Martin Narey: I would accept that entirely, for offences like that. I am not suggesting that you wouldn’t follow people’s individual criminality and watch what happens to them. As an overall measure of what happens to prisons, obviously I haven’t read the details of the debate you have been involved in today, but the bandying about of statistical shifts of 5% or 6% in a reconviction rate over time is in my view fairly useless. I have no confidence that there is any significant causal link which has made that difference. Even though I was pleased to have driven through the first significant statistical reduction in reoffending, I never pretended to any Secretary of State I worked for that I thought it was terribly important in the real world....If I may say, this Committee, when it was the Home Affairs Select Committee, did a really impressive piece of work looking at something called the drug testing and treatment order. That was largely abandoned, because reconviction rates were seen as high, and they were, because this was an order given to drug addicts. The Committee here did a fantastic piece of work which demonstrated that, although reconviction rates were high, the amount of offending done by people on that order was significantly lower than before the order. But it didn’t save it in the political world. 

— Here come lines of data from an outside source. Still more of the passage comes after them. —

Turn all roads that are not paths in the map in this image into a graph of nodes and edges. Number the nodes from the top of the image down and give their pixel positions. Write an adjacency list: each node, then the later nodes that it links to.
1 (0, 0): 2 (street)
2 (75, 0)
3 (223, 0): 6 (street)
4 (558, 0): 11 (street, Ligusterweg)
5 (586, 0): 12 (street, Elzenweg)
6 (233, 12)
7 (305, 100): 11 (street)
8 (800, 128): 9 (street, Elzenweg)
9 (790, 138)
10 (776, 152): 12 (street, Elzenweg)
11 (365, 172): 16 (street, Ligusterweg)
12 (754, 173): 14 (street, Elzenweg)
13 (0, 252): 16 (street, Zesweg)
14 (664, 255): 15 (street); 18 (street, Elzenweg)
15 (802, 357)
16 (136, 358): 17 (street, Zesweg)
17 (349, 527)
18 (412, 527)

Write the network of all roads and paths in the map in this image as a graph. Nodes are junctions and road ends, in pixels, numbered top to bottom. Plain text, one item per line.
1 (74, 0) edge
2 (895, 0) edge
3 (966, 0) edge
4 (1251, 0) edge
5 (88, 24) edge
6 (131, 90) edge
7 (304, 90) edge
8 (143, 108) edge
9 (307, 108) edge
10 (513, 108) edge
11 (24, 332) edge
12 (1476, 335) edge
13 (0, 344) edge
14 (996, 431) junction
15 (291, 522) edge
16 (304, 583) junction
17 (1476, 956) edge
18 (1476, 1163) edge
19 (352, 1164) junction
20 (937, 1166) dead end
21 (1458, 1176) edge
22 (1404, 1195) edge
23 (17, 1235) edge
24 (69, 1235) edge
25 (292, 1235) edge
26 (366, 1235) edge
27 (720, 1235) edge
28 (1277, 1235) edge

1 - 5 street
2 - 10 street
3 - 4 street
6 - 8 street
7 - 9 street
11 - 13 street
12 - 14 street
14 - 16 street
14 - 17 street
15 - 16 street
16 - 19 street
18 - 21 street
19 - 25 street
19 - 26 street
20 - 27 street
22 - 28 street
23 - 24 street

Chair: Mr Narey, thank you very much indeed.... 

--oo00oo--

There's a fine example of the political reality of what Gove has to deal with here as fellow Tory MP Philip Davies expounds on Criminal dishonesty over jail sentences in the Yorkshire Post. The situation is put into further context on the Transform Justice website:-

Can Gove change the prison debate single handed?

“It is because I am a Conservative that I believe in the rule of law as the foundation stone of our civilisation; it is because I am a Conservative that I believe that evil must be punished; but it is also because I am a Conservative, and a Christian, that I believe in redemption, and I think that the purpose of our prison system and our criminal law is to keep people safe by making people better”.

This was Michael Gove’s riposte to MP Philip Davies’ accusation that he had “gone native”. The Lord Chancellor’s words are music to the ears of penal reformers and mark a sea-change from the rhetoric of Chris Grayling,and Jack Straw. But unfortunately Philip Davies echoes the views of many ordinary people in believing that the criminal justice system is too soft on criminals. Nearly half the population would like to bring back the death penalty, 70% think sentences are too soft, and over half think prison is an effective deterrent. These are deep rooted feelings, which one Lord Chancellor will find it hard to uproot.

There are also messages from other bits of government which reinforce the Philip Davies view. This week the Sentencing Council brought out new guidelines on how judges should deal with robbery. Nearly all the headlines suggested tougher sentences for street robbers. In fact the guidelines are not designed to increase sentences. The same day it was reported that the information commissioner felt staff who sell stolen data “must face jail”. A couple of weeks ago, the Attorney General’s office publicised that the number of appeals against “unduly lenient sentences” were going up. All these articles reinforce the public’s view that sentences need to be harsher, and that prison works.

Mood music matters. Government voices (as translated by the media) weekly reinforce people’s deeply held belief that long prison sentences are the best remedy for crime. Cumulatively, they undermine Gove’s message of redemption, and hamper efforts to reduce prison numbers. If the government is to persuade the Philip Davies’ of this world of a new penal direction, they need also to persuade every tentacle of government to be super careful in the words they use.

12 comments:

  1. Political nepotism, the chums' charter of 'quid pro quo' overrides any and all common-sense or objectivity, i.e. you scratch my back... :

    "When I became Director General, the rough deal with Jack Straw was that he would give me lots of money for education and drug treatment if I stopped escapes of category A prisoners and riots, because that is what brings Ministers down."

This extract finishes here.